Endocrine Abstracts

Type 2 diabetes mellitus is a life threatening metabolic disease reaching epidemic proportions. Although the molecular basis for this pathology is incompletely understood, genetic and environmental factors, probably in a synergistic manner, contribute to the risk of developing type 2 diabetes. The burden of type 2 diabetes and related co-morbidities on society is enormous, and growing, given that there is no cure in sight. Type 2 diabetes shares many features of “accelerated aging” including insulin resistance, defective oxidative metabolism/mitochondrial function and loss of muscle mass. Strikingly, long-term participation in vigorous exercise programs mitigates secondary aging and reduces disability and mortality. This association advances the notion that exercise promotes “healthy aging”, reduces the impact of metabolic disease, and improves the quality of life. At the molecular level, exercise results in a rapid, but transient change in the epigenome by modifying DNA methylation of the promoters of key genes regulating mitochondrial function and biogenesis in skeletal muscle. Recent evidence suggests that intimate links between epigenetic regulation and the circadian clock exist that are likely to contribute to the plasticity of insulin sensitive organs to exercise and nutrition.
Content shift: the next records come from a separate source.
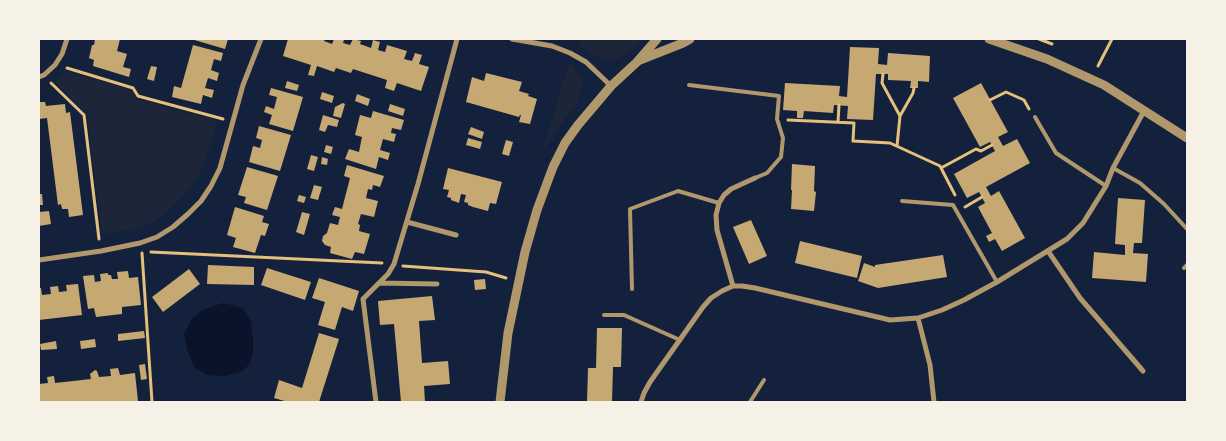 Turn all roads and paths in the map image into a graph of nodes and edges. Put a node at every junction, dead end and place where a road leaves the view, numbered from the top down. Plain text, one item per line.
1 (67, 39) edge
2 (261, 39) edge
3 (457, 39) edge
4 (512, 39) edge
5 (657, 39) edge
6 (690, 39) edge
7 (989, 39) edge
8 (1112, 39) edge
9 (637, 62) junction
10 (55, 65) junction
11 (1098, 66) dead end
12 (883, 74) dead end
13 (41, 76) edge
14 (689, 85) dead end
15 (611, 86) junction
16 (914, 88) dead end
17 (990, 100) dead end
18 (839, 105) dead end
19 (1145, 110) junction
20 (900, 116) junction
21 (1035, 116) joint
22 (777, 119) junction
23 (233, 122) junction
24 (838, 122) junction
25 (1187, 138) edge
26 (992, 145) dead end
27 (897, 146) junction
28 (941, 168) junction
29 (1114, 168) junction
30 (755, 178) joint
31 (1106, 186) junction
32 (982, 197) dead end
33 (958, 200) dead end
34 (902, 202) dead end
35 (719, 203) junction
36 (963, 208) dead end
37 (407, 222) junction
38 (1187, 229) edge
39 (456, 234) dead end
40 (101, 251) junction
41 (1048, 251) junction
42 (39, 260) edge
43 (394, 264) junction
44 (507, 278) dead end
45 (997, 282) junction
46 (379, 283) junction
47 (437, 284) dead end
48 (732, 286) junction
49 (632, 289) dead end
50 (604, 315) dead end
51 (918, 318) junction
52 (680, 340) junction
53 (1143, 371) dead end
54 (764, 380) dead end
55 (152, 402) edge
56 (376, 402) edge
57 (500, 402) edge
58 (641, 402) edge
59 (750, 402) edge
60 (934, 402) edge

1 - 10 street
2 - 23 street
3 - 37 street
4 - 15 street
5 - 9 street
6 - 9 street
7 - 19 street
8 - 11 path
9 - 15 street
10 - 13 street
10 - 23 path
12 - 20 path
13 - 40 path
14 - 22 lane
15 - 57 street
16 - 20 path
17 - 21 path
18 - 24 path
19 - 25 street
19 - 29 street
20 - 27 path
21 - 31 lane
22 - 24 path
22 - 30 lane
23 - 40 street
24 - 27 path
26 - 28 path
27 - 28 path
28 - 33 path
29 - 31 street
29 - 38 lane
30 - 35 street
31 - 41 street
32 - 36 path
34 - 45 lane
35 - 48 street
35 - 49 lane
37 - 39 street
37 - 43 street
40 - 42 street
41 - 45 street
41 - 53 street
43 - 44 path
43 - 46 street
43 - 55 path
45 - 51 street
46 - 47 street
46 - 56 street
48 - 51 street
48 - 52 street
50 - 52 lane
51 - 60 street
52 - 58 street
54 - 59 lane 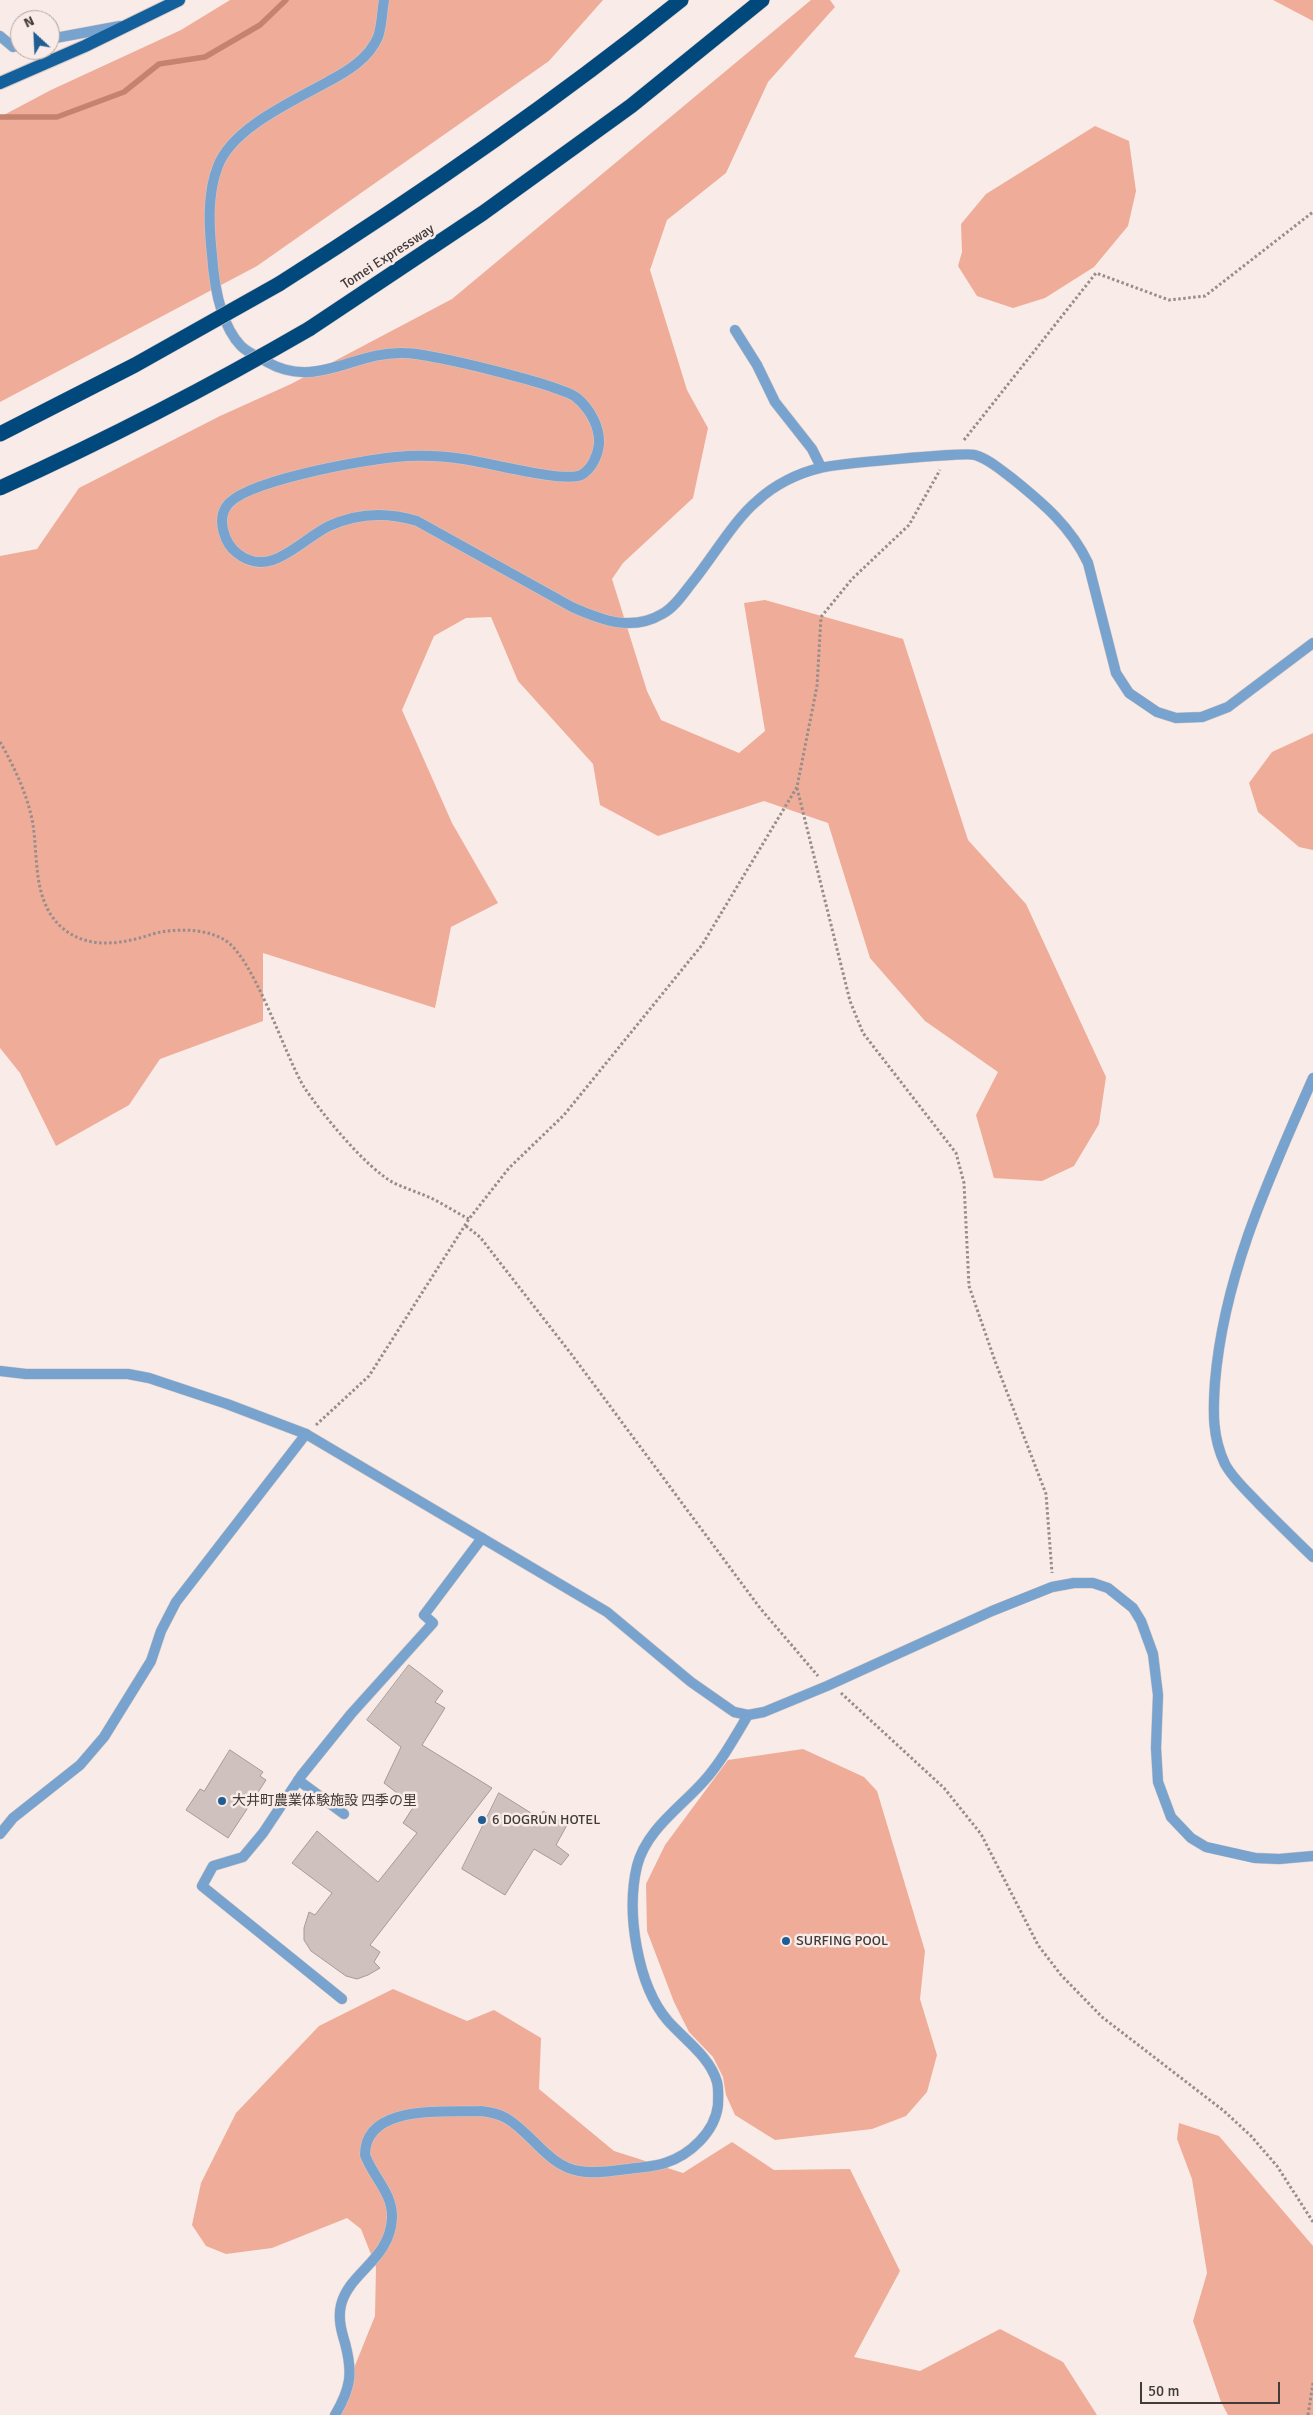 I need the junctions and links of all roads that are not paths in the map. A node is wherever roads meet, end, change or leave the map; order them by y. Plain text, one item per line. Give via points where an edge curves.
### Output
1 (384, 0) edge
2 (681, 0) edge
3 (762, 0) edge
4 (178, 1) edge
5 (0, 36) edge
6 (60, 37) edge
7 (10, 44) edge
8 (0, 83) edge
9 (735, 330) dead end
10 (0, 434) edge
11 (821, 467) junction
12 (0, 488) edge
13 (1313, 643) edge
14 (1313, 1078) edge
15 (0, 1371) edge
16 (306, 1434) junction
17 (482, 1538) junction
18 (1313, 1557) edge
19 (748, 1715) junction
20 (298, 1780) junction
21 (344, 1814) dead end
22 (0, 1834) edge
23 (1313, 1856) edge
24 (342, 1999) dead end
25 (335, 2415) edge

1 - 11 street via 379,36 365,56 346,72 241,135 227,149 217,167 209,228 214,281 228,326 242,348 283,371 307,373 336,368 363,357 405,352 519,377 575,396 588,410 598,429 599,446 594,464 580,476 562,477 460,459 398,457 327,469 258,486 228,502 222,515 230,547 243,558 260,564 282,557 330,526 377,514 398,515 417,521 581,611 623,624 643,623 664,614 682,595 756,501 795,477
2 - 10 highway, bridge via 611,57 504,135 279,284 143,361
3 - 12 highway, Tomei Expressway, bridge via 631,106 484,214 309,329 164,409
4 - 6 street via 122,25
4 - 8 main road
5 - 7 street
9 - 11 street via 775,402 812,449
11 - 13 street via 974,454 998,467 1044,504 1081,548 1088,563 1116,673 1129,693 1157,712 1176,718 1217,713
14 - 18 street via 1246,1236 1217,1358 1213,1408 1216,1443 1226,1465 1237,1481
15 - 16 street via 128,1374 149,1378
16 - 17 street
16 - 22 street via 176,1602 151,1661 104,1737 73,1772 13,1818
17 - 19 street via 607,1612 691,1682 734,1712
17 - 20 street via 424,1615 433,1623 350,1714
19 - 23 street via 764,1712 831,1685 1052,1587 1093,1583 1108,1588 1133,1608 1153,1654 1157,1675 1158,1782 1171,1817 1206,1847 1255,1858
19 - 25 street via 706,1779 654,1832 638,1864 633,1896 642,1968 653,1997 669,2022 709,2065 716,2079 719,2096 713,2124 687,2152 663,2164 595,2172 564,2166 509,2120 492,2112 403,2115 384,2121 368,2140 365,2156 386,2190 390,2203 390,2228 380,2252 341,2304 341,2329 350,2375 344,2399
20 - 21 street
20 - 24 street via 243,1857 213,1866 202,1886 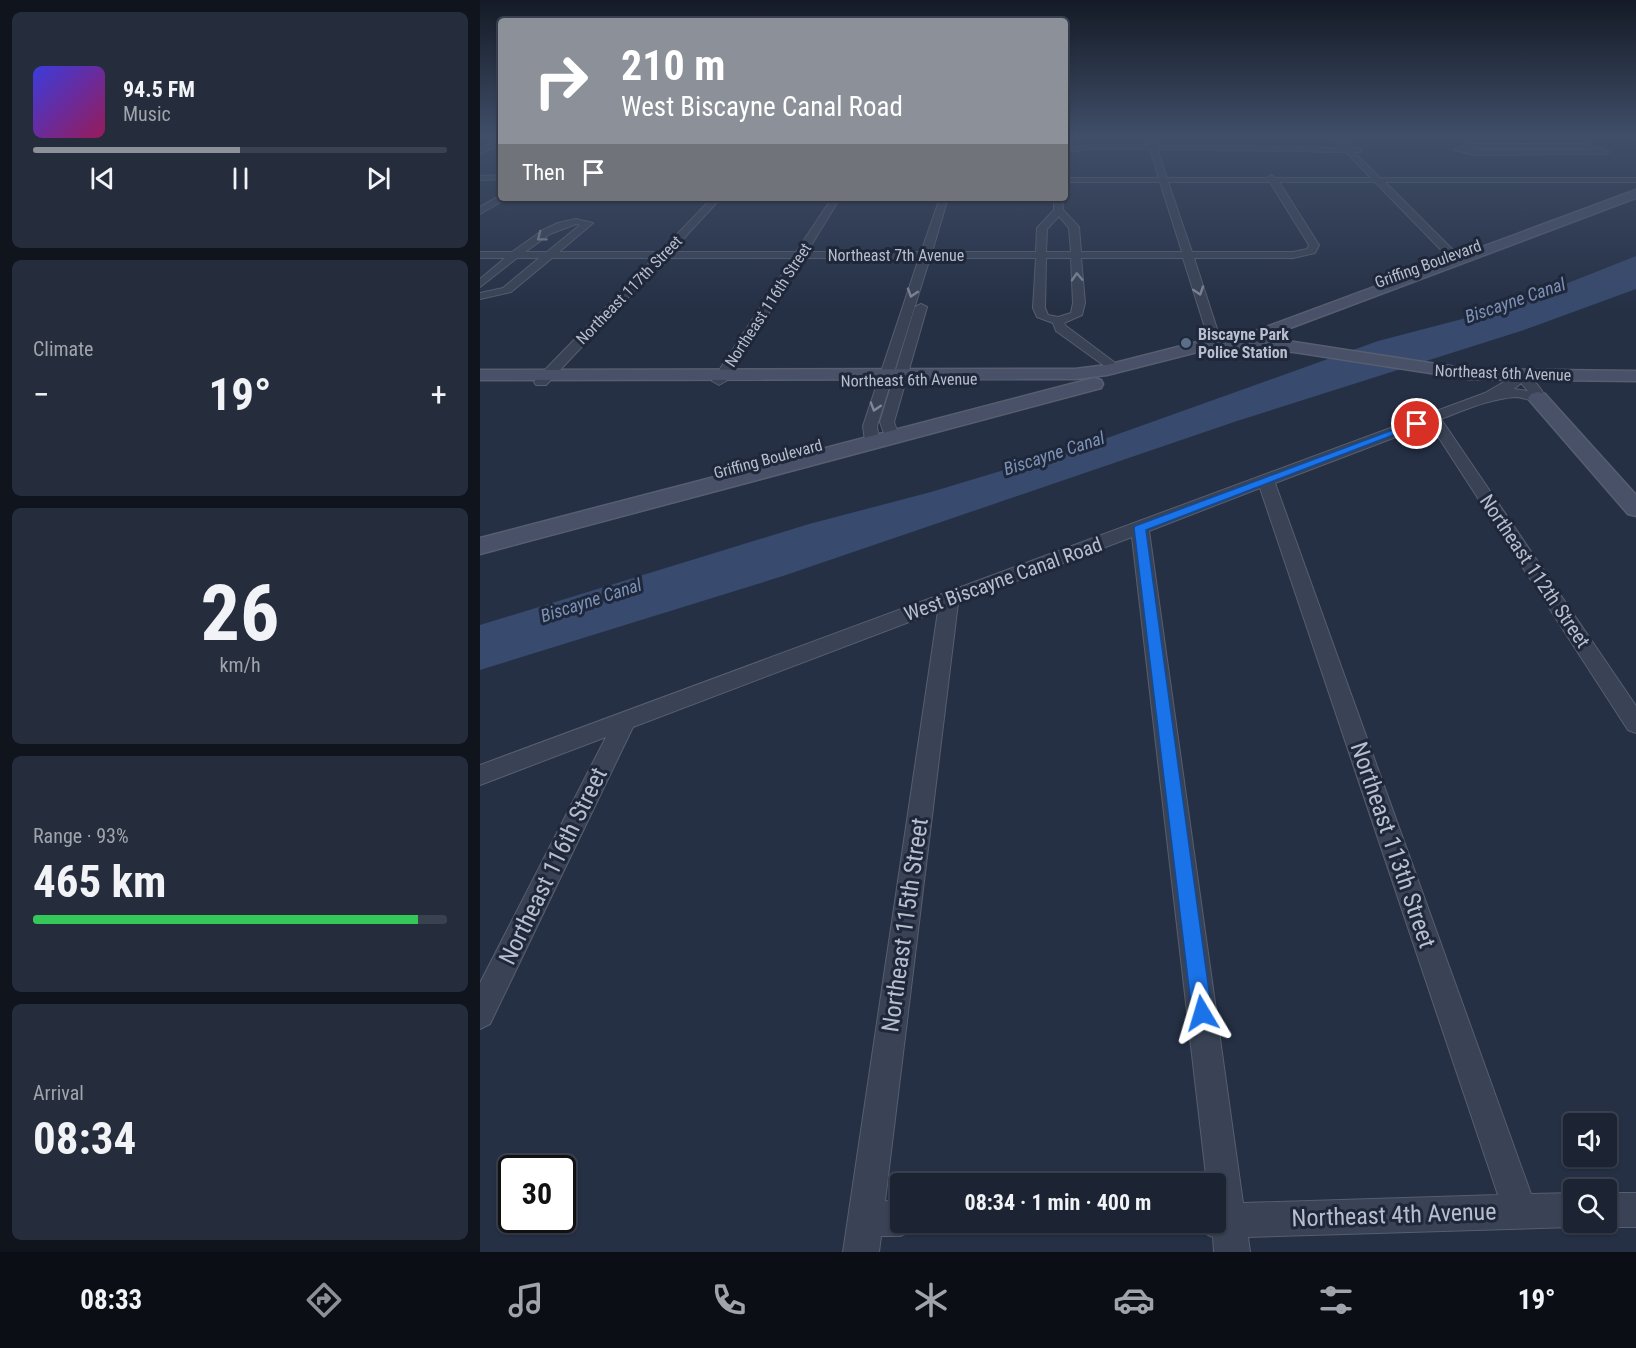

Therefore, we are currently addressing whether synchronizing exercise and nutrient interventions to the molecular circadian clock will maximize the health promoting benefits of exercise to enhance insulin sensitivity and mitochondrial biogenesis. This lecture will present new evidence highlighting exercise-responsive treatment targets and optimal exercise intervention strategies to mitigate secondary aging and prevent metabolic disease.